▶ [Data for the task]
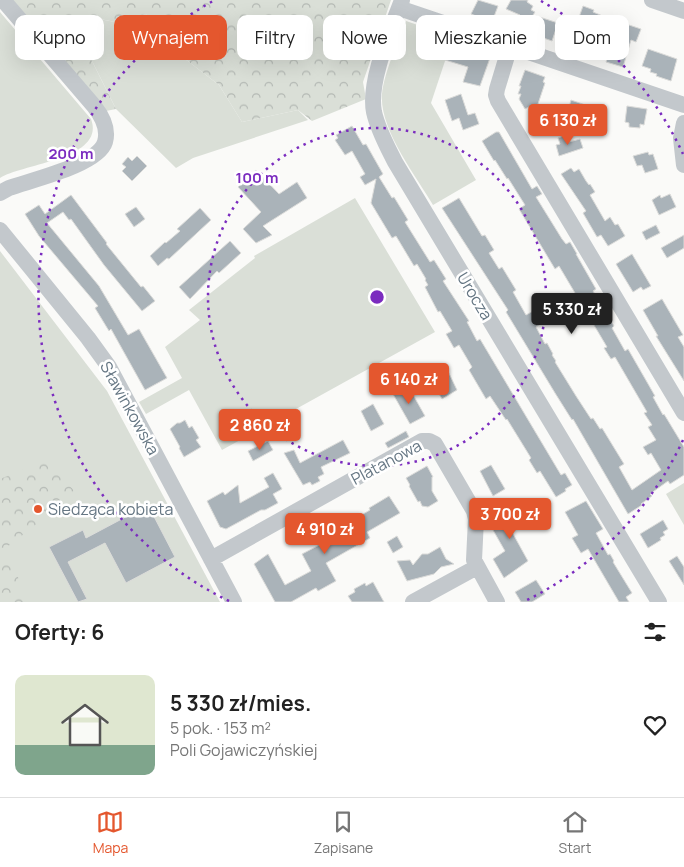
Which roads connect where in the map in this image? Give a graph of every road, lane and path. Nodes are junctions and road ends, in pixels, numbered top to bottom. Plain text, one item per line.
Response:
1 (3, 0) edge
2 (652, 0) edge
3 (400, 4) edge
4 (684, 11) edge
5 (429, 15) edge
6 (545, 58) edge
7 (506, 60) edge
8 (684, 105) edge
9 (684, 123) edge
10 (684, 165) edge
11 (0, 193) edge
12 (0, 230) edge
13 (684, 413) edge
14 (211, 559) junction
15 (477, 567) junction
16 (234, 602) edge
17 (413, 602) edge
18 (497, 602) edge
19 (659, 602) edge

1 - 11 street
2 - 4 street
3 - 5 street
3 - 19 street, Urocza
6 - 8 street
7 - 13 street
9 - 10 street
12 - 14 street, Sławinkowska
14 - 15 street, Platanowa
14 - 16 street, Sławinkowska
15 - 17 street
15 - 18 street, Platanowa

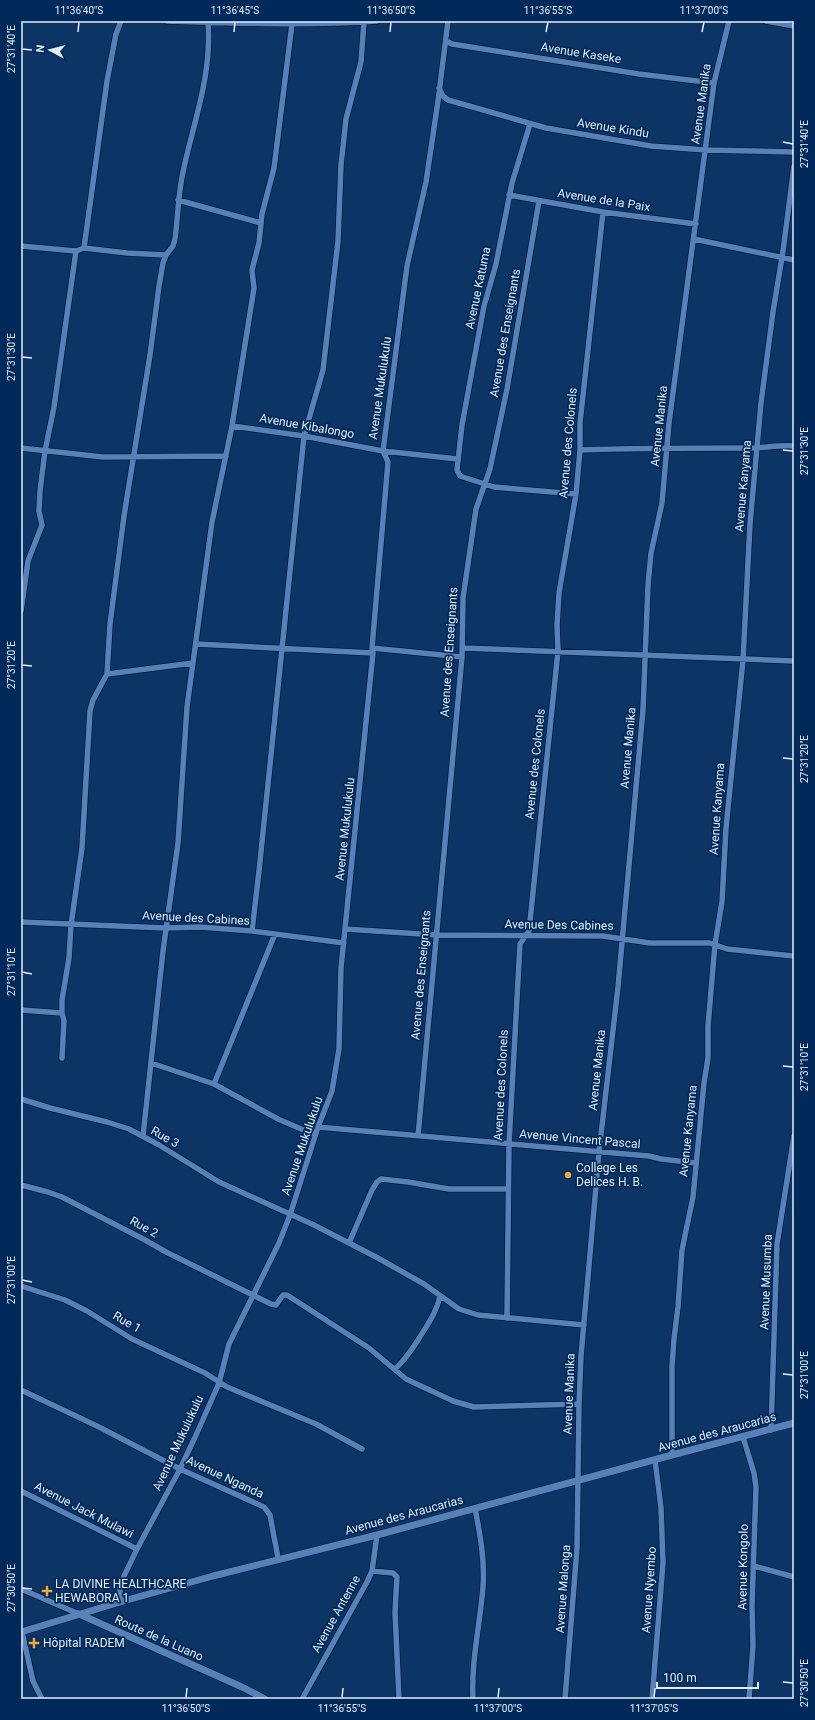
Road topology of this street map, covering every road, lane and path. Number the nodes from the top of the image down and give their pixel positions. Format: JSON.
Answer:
{"nodes":[{"id":1,"x":121,"y":21,"type":"edge"},
{"id":2,"x":168,"y":21,"type":"edge"},
{"id":3,"x":377,"y":21,"type":"edge"},
{"id":4,"x":448,"y":21,"type":"edge"},
{"id":5,"x":729,"y":21,"type":"edge"},
{"id":6,"x":766,"y":21,"type":"edge"},
{"id":7,"x":208,"y":22,"type":"edge"},
{"id":8,"x":278,"y":22,"type":"edge"},
{"id":9,"x":364,"y":22,"type":"edge"},
{"id":10,"x":292,"y":24,"type":"junction"},
{"id":11,"x":794,"y":26,"type":"edge"},
{"id":12,"x":446,"y":41,"type":"junction"},
{"id":13,"x":714,"y":83,"type":"junction"},
{"id":14,"x":439,"y":88,"type":"junction"},
{"id":15,"x":530,"y":124,"type":"junction"},
{"id":16,"x":706,"y":150,"type":"junction"},
{"id":17,"x":794,"y":152,"type":"edge"},
{"id":18,"x":794,"y":166,"type":"edge"},
{"id":19,"x":509,"y":195,"type":"junction"},
{"id":20,"x":178,"y":200,"type":"junction"},
{"id":21,"x":539,"y":201,"type":"junction"},
{"id":22,"x":792,"y":206,"type":"edge"},
{"id":23,"x":603,"y":212,"type":"junction"},
{"id":24,"x":261,"y":223,"type":"junction"},
{"id":25,"x":696,"y":224,"type":"junction"},
{"id":26,"x":694,"y":239,"type":"junction"},
{"id":27,"x":21,"y":246,"type":"edge"},
{"id":28,"x":84,"y":248,"type":"junction"},
{"id":29,"x":76,"y":251,"type":"junction"},
{"id":30,"x":166,"y":255,"type":"junction"},
{"id":31,"x":782,"y":257,"type":"junction"},
{"id":32,"x":794,"y":260,"type":"edge"},
{"id":33,"x":232,"y":426,"type":"junction"},
{"id":34,"x":304,"y":436,"type":"junction"},
{"id":35,"x":794,"y":446,"type":"edge"},
{"id":36,"x":21,"y":448,"type":"edge"},
{"id":37,"x":757,"y":448,"type":"junction"},
{"id":38,"x":667,"y":449,"type":"junction"},
{"id":39,"x":580,"y":450,"type":"junction"},
{"id":40,"x":45,"y":451,"type":"junction"},
{"id":41,"x":383,"y":451,"type":"junction"},
{"id":42,"x":226,"y":456,"type":"junction"},
{"id":43,"x":134,"y":457,"type":"junction"},
{"id":44,"x":458,"y":459,"type":"junction"},
{"id":45,"x":484,"y":484,"type":"junction"},
{"id":46,"x":576,"y":494,"type":"junction"},
{"id":47,"x":21,"y":611,"type":"edge"},
{"id":48,"x":196,"y":644,"type":"junction"},
{"id":49,"x":282,"y":648,"type":"junction"},
{"id":50,"x":463,"y":648,"type":"junction"},
{"id":51,"x":372,"y":650,"type":"junction"},
{"id":52,"x":558,"y":651,"type":"junction"},
{"id":53,"x":645,"y":655,"type":"junction"},
{"id":54,"x":462,"y":657,"type":"junction"},
{"id":55,"x":743,"y":660,"type":"junction"},
{"id":56,"x":794,"y":661,"type":"edge"},
{"id":57,"x":193,"y":663,"type":"junction"},
{"id":58,"x":107,"y":674,"type":"junction"},
{"id":59,"x":21,"y":922,"type":"edge"},
{"id":60,"x":71,"y":925,"type":"junction"},
{"id":61,"x":166,"y":928,"type":"junction"},
{"id":62,"x":345,"y":929,"type":"junction"},
{"id":63,"x":252,"y":931,"type":"junction"},
{"id":64,"x":275,"y":934,"type":"junction"},
{"id":65,"x":436,"y":934,"type":"junction"},
{"id":66,"x":527,"y":935,"type":"junction"},
{"id":67,"x":622,"y":938,"type":"junction"},
{"id":68,"x":344,"y":942,"type":"junction"},
{"id":69,"x":715,"y":944,"type":"junction"},
{"id":70,"x":794,"y":956,"type":"edge"},
{"id":71,"x":21,"y":1010,"type":"edge"},
{"id":72,"x":62,"y":1014,"type":"junction"},
{"id":73,"x":62,"y":1058,"type":"dead end"},
{"id":74,"x":151,"y":1063,"type":"junction"},
{"id":75,"x":214,"y":1084,"type":"junction"},
{"id":76,"x":21,"y":1099,"type":"edge"},
{"id":77,"x":318,"y":1127,"type":"junction"},
{"id":78,"x":315,"y":1135,"type":"junction"},
{"id":79,"x":143,"y":1136,"type":"junction"},
{"id":80,"x":418,"y":1136,"type":"junction"},
{"id":81,"x":794,"y":1136,"type":"edge"},
{"id":82,"x":509,"y":1144,"type":"junction"},
{"id":83,"x":599,"y":1152,"type":"junction"},
{"id":84,"x":696,"y":1163,"type":"junction"},
{"id":85,"x":21,"y":1185,"type":"edge"},
{"id":86,"x":508,"y":1189,"type":"junction"},
{"id":87,"x":290,"y":1215,"type":"junction"},
{"id":88,"x":349,"y":1243,"type":"junction"},
{"id":89,"x":21,"y":1286,"type":"edge"},
{"id":90,"x":254,"y":1296,"type":"junction"},
{"id":91,"x":440,"y":1296,"type":"junction"},
{"id":92,"x":507,"y":1318,"type":"junction"},
{"id":93,"x":584,"y":1325,"type":"junction"},
{"id":94,"x":395,"y":1370,"type":"junction"},
{"id":95,"x":219,"y":1383,"type":"junction"},
{"id":96,"x":21,"y":1390,"type":"edge"},
{"id":97,"x":579,"y":1404,"type":"junction"},
{"id":98,"x":794,"y":1423,"type":"edge"},
{"id":99,"x":770,"y":1430,"type":"junction"},
{"id":100,"x":743,"y":1437,"type":"junction"},
{"id":101,"x":362,"y":1450,"type":"dead end"},
{"id":102,"x":672,"y":1455,"type":"junction"},
{"id":103,"x":655,"y":1460,"type":"junction"},
{"id":104,"x":180,"y":1468,"type":"junction"},
{"id":105,"x":579,"y":1480,"type":"junction"},
{"id":106,"x":21,"y":1491,"type":"edge"},
{"id":107,"x":475,"y":1508,"type":"junction"},
{"id":108,"x":377,"y":1535,"type":"junction"},
{"id":109,"x":137,"y":1549,"type":"junction"},
{"id":110,"x":278,"y":1558,"type":"junction"},
{"id":111,"x":754,"y":1566,"type":"junction"},
{"id":112,"x":372,"y":1571,"type":"junction"},
{"id":113,"x":794,"y":1576,"type":"edge"},
{"id":114,"x":21,"y":1589,"type":"edge"},
{"id":115,"x":120,"y":1602,"type":"junction"},
{"id":116,"x":79,"y":1614,"type":"junction"},
{"id":117,"x":22,"y":1632,"type":"edge"},
{"id":118,"x":42,"y":1699,"type":"edge"},
{"id":119,"x":265,"y":1699,"type":"edge"},
{"id":120,"x":302,"y":1699,"type":"edge"},
{"id":121,"x":399,"y":1699,"type":"edge"},
{"id":122,"x":473,"y":1699,"type":"edge"},
{"id":123,"x":565,"y":1699,"type":"edge"},
{"id":124,"x":652,"y":1699,"type":"edge"},
{"id":125,"x":749,"y":1699,"type":"edge"}],
"edges":[{"from":1,"to":28,"type":"street"},
{"from":2,"to":7,"type":"street"},
{"from":3,"to":9,"type":"street"},
{"from":4,"to":12,"type":"street","name":"Avenue Mukulukulu"},
{"from":5,"to":13,"type":"street","name":"Avenue Manika"},
{"from":6,"to":11,"type":"street"},
{"from":7,"to":8,"type":"street"},
{"from":7,"to":20,"type":"street"},
{"from":8,"to":10,"type":"street"},
{"from":9,"to":10,"type":"street"},
{"from":9,"to":34,"type":"street"},
{"from":10,"to":24,"type":"street"},
{"from":12,"to":13,"type":"street","name":"Avenue Kaseke"},
{"from":12,"to":14,"type":"street","name":"Avenue Mukulukulu"},
{"from":13,"to":16,"type":"street","name":"Avenue Manika"},
{"from":14,"to":15,"type":"street","name":"Avenue Kindu"},
{"from":14,"to":41,"type":"street","name":"Avenue Mukulukulu"},
{"from":15,"to":16,"type":"street","name":"Avenue Kindu"},
{"from":15,"to":19,"type":"street","name":"Avenue Katuma"},
{"from":16,"to":17,"type":"street","name":"Avenue Kindu"},
{"from":16,"to":25,"type":"street","name":"Avenue Manika"},
{"from":18,"to":22,"type":"street","name":"Avenue Kanyama"},
{"from":19,"to":21,"type":"street","name":"Avenue de la Paix"},
{"from":19,"to":44,"type":"street","name":"Avenue Katuma"},
{"from":20,"to":24,"type":"street"},
{"from":20,"to":30,"type":"street"},
{"from":21,"to":23,"type":"street","name":"Avenue de la Paix"},
{"from":21,"to":45,"type":"street","name":"Avenue des Enseignants"},
{"from":22,"to":31,"type":"street","name":"Avenue Kanyama"},
{"from":23,"to":25,"type":"street","name":"Avenue de la Paix"},
{"from":23,"to":39,"type":"street","name":"Avenue des Colonels"},
{"from":24,"to":33,"type":"street"},
{"from":25,"to":26,"type":"street","name":"Avenue Manika"},
{"from":26,"to":31,"type":"street"},
{"from":26,"to":38,"type":"street","name":"Avenue Manika"},
{"from":27,"to":29,"type":"street"},
{"from":28,"to":29,"type":"street"},
{"from":28,"to":30,"type":"street"},
{"from":29,"to":40,"type":"street"},
{"from":30,"to":43,"type":"street"},
{"from":31,"to":32,"type":"street"},
{"from":31,"to":37,"type":"street","name":"Avenue Kanyama"},
{"from":33,"to":34,"type":"street","name":"Avenue Kibalongo"},
{"from":33,"to":42,"type":"street"},
{"from":34,"to":41,"type":"street","name":"Avenue Kibalongo"},
{"from":34,"to":49,"type":"street"},
{"from":35,"to":37,"type":"street"},
{"from":36,"to":40,"type":"street"},
{"from":37,"to":38,"type":"street"},
{"from":37,"to":55,"type":"street","name":"Avenue Kanyama"},
{"from":38,"to":39,"type":"street"},
{"from":38,"to":53,"type":"street","name":"Avenue Manika"},
{"from":39,"to":46,"type":"street","name":"Avenue des Colonels"},
{"from":40,"to":43,"type":"street"},
{"from":40,"to":47,"type":"street"},
{"from":41,"to":44,"type":"street","name":"Avenue Kibalongo"},
{"from":41,"to":51,"type":"street","name":"Avenue Mukulukulu"},
{"from":42,"to":43,"type":"street"},
{"from":42,"to":48,"type":"street"},
{"from":43,"to":58,"type":"street"},
{"from":44,"to":45,"type":"street"},
{"from":45,"to":46,"type":"street"},
{"from":45,"to":50,"type":"street","name":"Avenue des Enseignants"},
{"from":46,"to":52,"type":"street","name":"Avenue des Colonels"},
{"from":48,"to":49,"type":"street"},
{"from":48,"to":57,"type":"street"},
{"from":49,"to":51,"type":"street"},
{"from":49,"to":63,"type":"street"},
{"from":50,"to":52,"type":"street"},
{"from":50,"to":54,"type":"street","name":"Avenue des Enseignants"},
{"from":51,"to":54,"type":"street"},
{"from":51,"to":62,"type":"street","name":"Avenue Mukulukulu"},
{"from":52,"to":53,"type":"street"},
{"from":52,"to":66,"type":"street","name":"Avenue des Colonels"},
{"from":53,"to":55,"type":"street"},
{"from":53,"to":67,"type":"street","name":"Avenue Manika"},
{"from":54,"to":65,"type":"street","name":"Avenue des Enseignants"},
{"from":55,"to":56,"type":"street"},
{"from":55,"to":69,"type":"street","name":"Avenue Kanyama"},
{"from":57,"to":58,"type":"street"},
{"from":57,"to":61,"type":"street"},
{"from":58,"to":60,"type":"street"},
{"from":59,"to":60,"type":"street","name":"Avenue des Cabines"},
{"from":60,"to":61,"type":"street","name":"Avenue des Cabines"},
{"from":60,"to":72,"type":"street"},
{"from":61,"to":63,"type":"street","name":"Avenue des Cabines"},
{"from":61,"to":74,"type":"street"},
{"from":62,"to":65,"type":"street","name":"Avenue Des Cabines"},
{"from":62,"to":68,"type":"street","name":"Avenue Mukulukulu"},
{"from":63,"to":64,"type":"street","name":"Avenue des Cabines"},
{"from":64,"to":68,"type":"street","name":"Avenue des Cabines"},
{"from":64,"to":75,"type":"street"},
{"from":65,"to":66,"type":"street","name":"Avenue Des Cabines"},
{"from":65,"to":80,"type":"street","name":"Avenue des Enseignants"},
{"from":66,"to":67,"type":"street","name":"Avenue Des Cabines"},
{"from":66,"to":82,"type":"street","name":"Avenue des Colonels"},
{"from":67,"to":69,"type":"street","name":"Avenue Des Cabines"},
{"from":67,"to":83,"type":"street","name":"Avenue Manika"},
{"from":68,"to":77,"type":"street","name":"Avenue Mukulukulu"},
{"from":69,"to":70,"type":"street","name":"Avenue Des Cabines"},
{"from":69,"to":84,"type":"street","name":"Avenue Kanyama"},
{"from":71,"to":72,"type":"street"},
{"from":72,"to":73,"type":"street"},
{"from":74,"to":75,"type":"street"},
{"from":74,"to":79,"type":"street"},
{"from":75,"to":78,"type":"street"},
{"from":76,"to":79,"type":"street","name":"Rue 3"},
{"from":77,"to":78,"type":"street","name":"Avenue Mukulukulu"},
{"from":77,"to":80,"type":"street","name":"Avenue Vincent Pascal"},
{"from":78,"to":87,"type":"street","name":"Avenue Mukulukulu"},
{"from":79,"to":87,"type":"street","name":"Rue 3"},
{"from":80,"to":82,"type":"street","name":"Avenue Vincent Pascal"},
{"from":81,"to":99,"type":"street","name":"Avenue Musumba"},
{"from":82,"to":83,"type":"street","name":"Avenue Vincent Pascal"},
{"from":82,"to":86,"type":"street","name":"Avenue des Colonels"},
{"from":83,"to":84,"type":"street","name":"Avenue Vincent Pascal"},
{"from":83,"to":93,"type":"street","name":"Avenue Manika"},
{"from":84,"to":102,"type":"street","name":"Avenue Kanyama"},
{"from":85,"to":90,"type":"street","name":"Rue 2"},
{"from":86,"to":88,"type":"street"},
{"from":86,"to":92,"type":"street","name":"Avenue des Colonels"},
{"from":87,"to":88,"type":"street","name":"Rue 3"},
{"from":87,"to":90,"type":"street","name":"Avenue Mukulukulu"},
{"from":88,"to":91,"type":"street","name":"Rue 3"},
{"from":89,"to":95,"type":"street","name":"Rue 1"},
{"from":90,"to":94,"type":"street","name":"Rue 2"},
{"from":90,"to":95,"type":"street","name":"Avenue Mukulukulu"},
{"from":91,"to":92,"type":"street","name":"Rue 3"},
{"from":91,"to":94,"type":"street"},
{"from":92,"to":93,"type":"street","name":"Rue 3"},
{"from":93,"to":97,"type":"street","name":"Avenue Manika"},
{"from":94,"to":97,"type":"street"},
{"from":95,"to":101,"type":"street","name":"Rue 1"},
{"from":95,"to":104,"type":"street","name":"Avenue Mukulukulu"},
{"from":96,"to":104,"type":"street","name":"Avenue Nganda"},
{"from":97,"to":105,"type":"street","name":"Avenue Manika"},
{"from":98,"to":99,"type":"street","name":"Avenue des Araucarias"},
{"from":99,"to":100,"type":"street","name":"Avenue des Araucarias"},
{"from":100,"to":102,"type":"street","name":"Avenue des Araucarias"},
{"from":100,"to":111,"type":"street","name":"Avenue Kongolo"},
{"from":102,"to":103,"type":"street","name":"Avenue des Araucarias"},
{"from":103,"to":105,"type":"street","name":"Avenue des Araucarias"},
{"from":103,"to":124,"type":"street","name":"Avenue Nyembo"},
{"from":104,"to":109,"type":"street","name":"Avenue Mukulukulu"},
{"from":104,"to":110,"type":"street","name":"Avenue Nganda"},
{"from":105,"to":107,"type":"street","name":"Avenue des Araucarias"},
{"from":105,"to":123,"type":"street","name":"Avenue Malonga"},
{"from":106,"to":109,"type":"street","name":"Avenue Jack Mulawi"},
{"from":107,"to":108,"type":"street","name":"Avenue des Araucarias"},
{"from":107,"to":122,"type":"street"},
{"from":108,"to":110,"type":"street","name":"Avenue des Araucarias"},
{"from":108,"to":112,"type":"street","name":"Avenue Antenne"},
{"from":109,"to":115,"type":"street","name":"Avenue Mukulukulu"},
{"from":110,"to":115,"type":"street","name":"Avenue des Araucarias"},
{"from":111,"to":113,"type":"street"},
{"from":111,"to":125,"type":"street","name":"Avenue Kongolo"},
{"from":112,"to":120,"type":"street","name":"Avenue Antenne"},
{"from":112,"to":121,"type":"street"},
{"from":114,"to":116,"type":"street","name":"Route de la Luano"},
{"from":115,"to":116,"type":"street","name":"Avenue des Araucarias"},
{"from":116,"to":117,"type":"street","name":"Avenue des Araucarias"},
{"from":116,"to":119,"type":"street","name":"Route de la Luano"},
{"from":117,"to":118,"type":"street"}]}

▶ [The problem]
Report the number of lines of the listing above that hold the string "dead", with no other text.

▶ [Answer space]
2